(WORK INSTRUCTION):
A word-for-word copy of the entries below is required.

(THE DATA):

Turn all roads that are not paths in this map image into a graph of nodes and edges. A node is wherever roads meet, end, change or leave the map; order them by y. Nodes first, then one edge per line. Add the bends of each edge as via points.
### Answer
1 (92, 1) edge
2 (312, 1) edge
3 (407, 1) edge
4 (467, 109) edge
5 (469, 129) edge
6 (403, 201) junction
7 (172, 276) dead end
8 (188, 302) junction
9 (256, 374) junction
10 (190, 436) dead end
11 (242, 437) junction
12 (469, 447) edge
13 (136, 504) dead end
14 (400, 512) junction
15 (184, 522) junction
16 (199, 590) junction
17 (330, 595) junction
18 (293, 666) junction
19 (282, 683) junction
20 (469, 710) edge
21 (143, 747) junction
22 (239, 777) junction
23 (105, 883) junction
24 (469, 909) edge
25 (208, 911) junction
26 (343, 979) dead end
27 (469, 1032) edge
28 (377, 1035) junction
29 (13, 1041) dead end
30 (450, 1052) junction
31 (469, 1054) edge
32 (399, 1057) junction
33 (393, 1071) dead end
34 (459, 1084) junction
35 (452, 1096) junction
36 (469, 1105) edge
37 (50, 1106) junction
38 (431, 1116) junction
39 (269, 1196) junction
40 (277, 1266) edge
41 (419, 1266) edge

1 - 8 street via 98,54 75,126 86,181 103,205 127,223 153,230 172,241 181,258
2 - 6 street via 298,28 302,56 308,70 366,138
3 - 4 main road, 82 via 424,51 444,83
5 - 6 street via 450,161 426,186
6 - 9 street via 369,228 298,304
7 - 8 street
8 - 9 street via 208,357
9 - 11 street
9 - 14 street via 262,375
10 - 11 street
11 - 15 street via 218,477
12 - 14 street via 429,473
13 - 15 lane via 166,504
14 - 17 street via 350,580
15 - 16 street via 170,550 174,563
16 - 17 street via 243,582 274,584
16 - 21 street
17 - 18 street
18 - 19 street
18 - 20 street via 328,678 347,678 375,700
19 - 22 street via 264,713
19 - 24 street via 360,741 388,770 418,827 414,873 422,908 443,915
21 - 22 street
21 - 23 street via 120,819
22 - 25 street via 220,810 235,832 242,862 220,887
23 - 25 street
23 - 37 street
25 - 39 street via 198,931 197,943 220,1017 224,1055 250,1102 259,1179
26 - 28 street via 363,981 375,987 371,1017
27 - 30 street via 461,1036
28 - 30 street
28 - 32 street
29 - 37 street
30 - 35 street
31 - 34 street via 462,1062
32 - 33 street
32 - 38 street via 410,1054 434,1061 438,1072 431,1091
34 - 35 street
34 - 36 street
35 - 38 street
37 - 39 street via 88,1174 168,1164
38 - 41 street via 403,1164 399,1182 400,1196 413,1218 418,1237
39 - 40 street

(YOUR RESPONSE):
Turn all roads that are not paths in this map image into a graph of nodes and edges. A node is wherever roads meet, end, change or leave the map; order them by y. Nodes first, then one edge per line. Add the bends of each edge as via points.
### Answer
1 (92, 1) edge
2 (312, 1) edge
3 (407, 1) edge
4 (467, 109) edge
5 (469, 129) edge
6 (403, 201) junction
7 (172, 276) dead end
8 (188, 302) junction
9 (256, 374) junction
10 (190, 436) dead end
11 (242, 437) junction
12 (469, 447) edge
13 (136, 504) dead end
14 (400, 512) junction
15 (184, 522) junction
16 (199, 590) junction
17 (330, 595) junction
18 (293, 666) junction
19 (282, 683) junction
20 (469, 710) edge
21 (143, 747) junction
22 (239, 777) junction
23 (105, 883) junction
24 (469, 909) edge
25 (208, 911) junction
26 (343, 979) dead end
27 (469, 1032) edge
28 (377, 1035) junction
29 (13, 1041) dead end
30 (450, 1052) junction
31 (469, 1054) edge
32 (399, 1057) junction
33 (393, 1071) dead end
34 (459, 1084) junction
35 (452, 1096) junction
36 (469, 1105) edge
37 (50, 1106) junction
38 (431, 1116) junction
39 (269, 1196) junction
40 (277, 1266) edge
41 (419, 1266) edge

1 - 8 street via 98,54 75,126 86,181 103,205 127,223 153,230 172,241 181,258
2 - 6 street via 298,28 302,56 308,70 366,138
3 - 4 main road, 82 via 424,51 444,83
5 - 6 street via 450,161 426,186
6 - 9 street via 369,228 298,304
7 - 8 street
8 - 9 street via 208,357
9 - 11 street
9 - 14 street via 262,375
10 - 11 street
11 - 15 street via 218,477
12 - 14 street via 429,473
13 - 15 lane via 166,504
14 - 17 street via 350,580
15 - 16 street via 170,550 174,563
16 - 17 street via 243,582 274,584
16 - 21 street
17 - 18 street
18 - 19 street
18 - 20 street via 328,678 347,678 375,700
19 - 22 street via 264,713
19 - 24 street via 360,741 388,770 418,827 414,873 422,908 443,915
21 - 22 street
21 - 23 street via 120,819
22 - 25 street via 220,810 235,832 242,862 220,887
23 - 25 street
23 - 37 street
25 - 39 street via 198,931 197,943 220,1017 224,1055 250,1102 259,1179
26 - 28 street via 363,981 375,987 371,1017
27 - 30 street via 461,1036
28 - 30 street
28 - 32 street
29 - 37 street
30 - 35 street
31 - 34 street via 462,1062
32 - 33 street
32 - 38 street via 410,1054 434,1061 438,1072 431,1091
34 - 35 street
34 - 36 street
35 - 38 street
37 - 39 street via 88,1174 168,1164
38 - 41 street via 403,1164 399,1182 400,1196 413,1218 418,1237
39 - 40 street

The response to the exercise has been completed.